Requirement — Within the entries below, the lines from the one with "index dip: (489, 294)" through the one with "pinky tip: (461, 427)" are to be set down exactly, both ends kept.

The data —
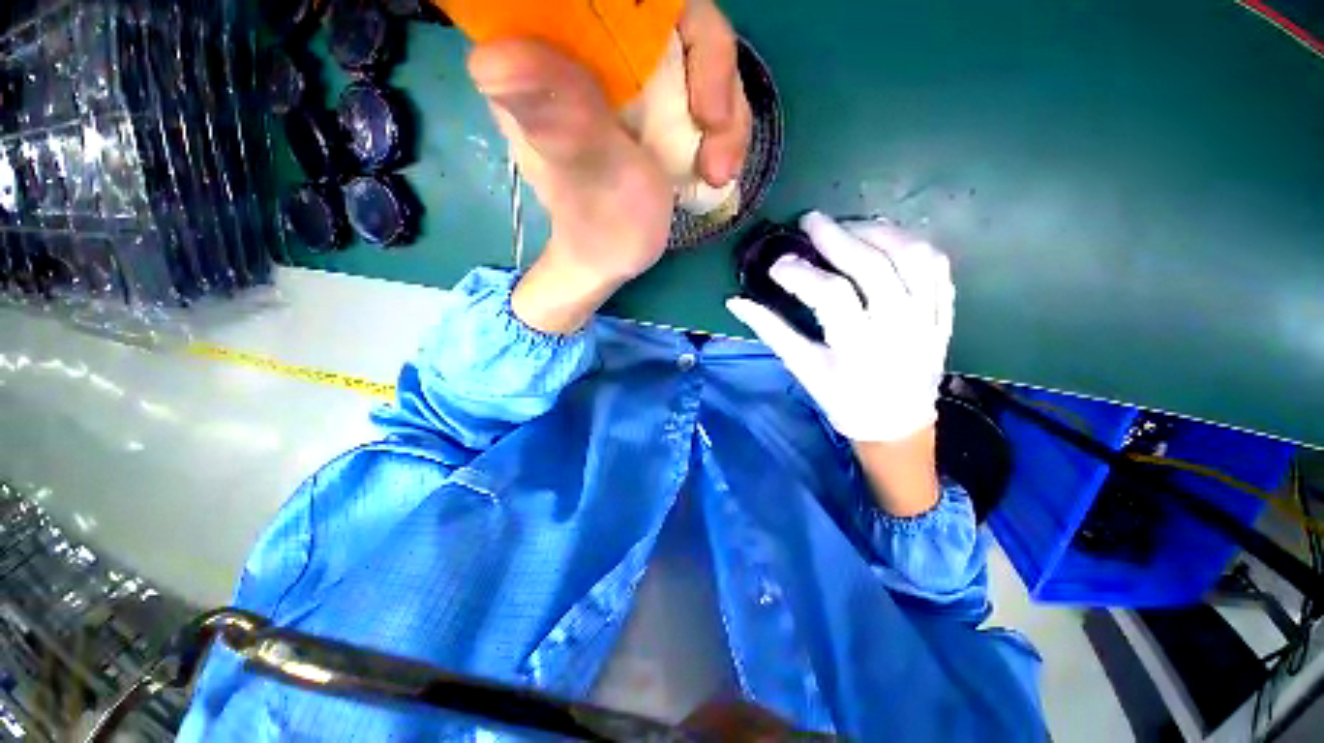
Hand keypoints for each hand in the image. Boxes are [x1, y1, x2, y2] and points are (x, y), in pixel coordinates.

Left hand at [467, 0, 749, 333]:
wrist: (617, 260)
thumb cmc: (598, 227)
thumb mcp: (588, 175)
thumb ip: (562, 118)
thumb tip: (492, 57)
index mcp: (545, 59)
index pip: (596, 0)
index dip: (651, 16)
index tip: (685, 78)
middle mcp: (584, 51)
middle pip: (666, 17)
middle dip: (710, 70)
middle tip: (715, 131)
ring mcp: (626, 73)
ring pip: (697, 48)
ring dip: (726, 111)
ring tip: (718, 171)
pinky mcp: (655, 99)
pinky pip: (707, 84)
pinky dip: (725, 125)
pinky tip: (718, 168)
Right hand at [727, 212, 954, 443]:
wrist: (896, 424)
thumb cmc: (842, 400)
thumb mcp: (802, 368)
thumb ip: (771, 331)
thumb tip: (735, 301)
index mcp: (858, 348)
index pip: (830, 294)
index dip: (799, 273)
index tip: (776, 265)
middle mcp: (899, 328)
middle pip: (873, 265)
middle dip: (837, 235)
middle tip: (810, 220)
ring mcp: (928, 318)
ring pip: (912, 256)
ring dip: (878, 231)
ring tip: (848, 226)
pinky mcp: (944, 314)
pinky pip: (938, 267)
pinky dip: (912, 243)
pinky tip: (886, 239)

* * *

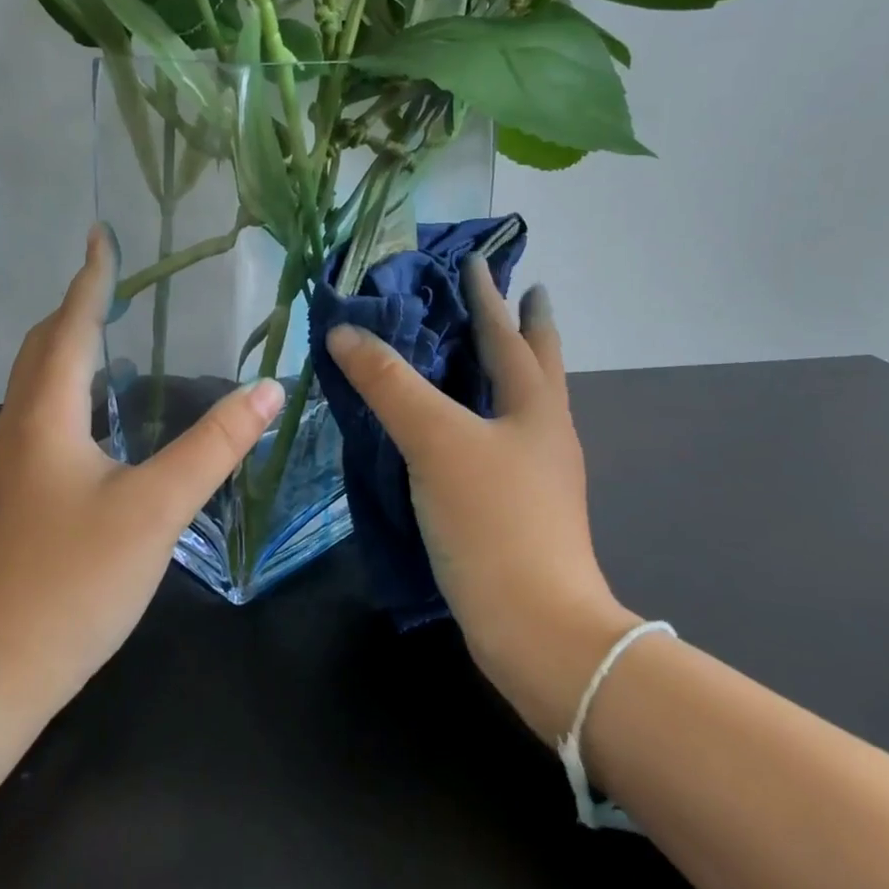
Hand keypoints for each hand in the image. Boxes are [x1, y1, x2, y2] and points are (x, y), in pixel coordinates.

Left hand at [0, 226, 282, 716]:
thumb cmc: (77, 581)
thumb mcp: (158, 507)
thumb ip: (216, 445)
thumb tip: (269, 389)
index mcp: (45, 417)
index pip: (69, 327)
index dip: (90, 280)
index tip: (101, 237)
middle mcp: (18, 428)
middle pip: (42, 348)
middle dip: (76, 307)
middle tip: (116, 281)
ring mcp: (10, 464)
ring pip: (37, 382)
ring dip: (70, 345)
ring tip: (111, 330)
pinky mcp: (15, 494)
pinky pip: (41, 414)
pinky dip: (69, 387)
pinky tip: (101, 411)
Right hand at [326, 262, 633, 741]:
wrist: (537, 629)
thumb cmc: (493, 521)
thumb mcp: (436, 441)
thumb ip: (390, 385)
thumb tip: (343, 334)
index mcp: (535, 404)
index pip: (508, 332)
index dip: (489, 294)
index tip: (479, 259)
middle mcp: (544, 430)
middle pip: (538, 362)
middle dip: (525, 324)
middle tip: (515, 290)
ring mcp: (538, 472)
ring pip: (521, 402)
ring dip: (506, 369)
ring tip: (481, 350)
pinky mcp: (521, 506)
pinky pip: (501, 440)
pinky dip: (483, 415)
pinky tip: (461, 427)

Result of this exercise —
index dip: (489, 294)
index tip: (479, 259)
middle mcp: (544, 430)
middle pip: (538, 362)
middle dip: (525, 324)
middle tip: (515, 290)
ring mcp: (538, 472)
ring pip: (521, 402)
ring dip: (506, 369)
ring tip: (481, 350)
pinky mcp: (521, 506)
pinky pip: (501, 440)
pinky dip: (483, 415)
pinky tip: (461, 427)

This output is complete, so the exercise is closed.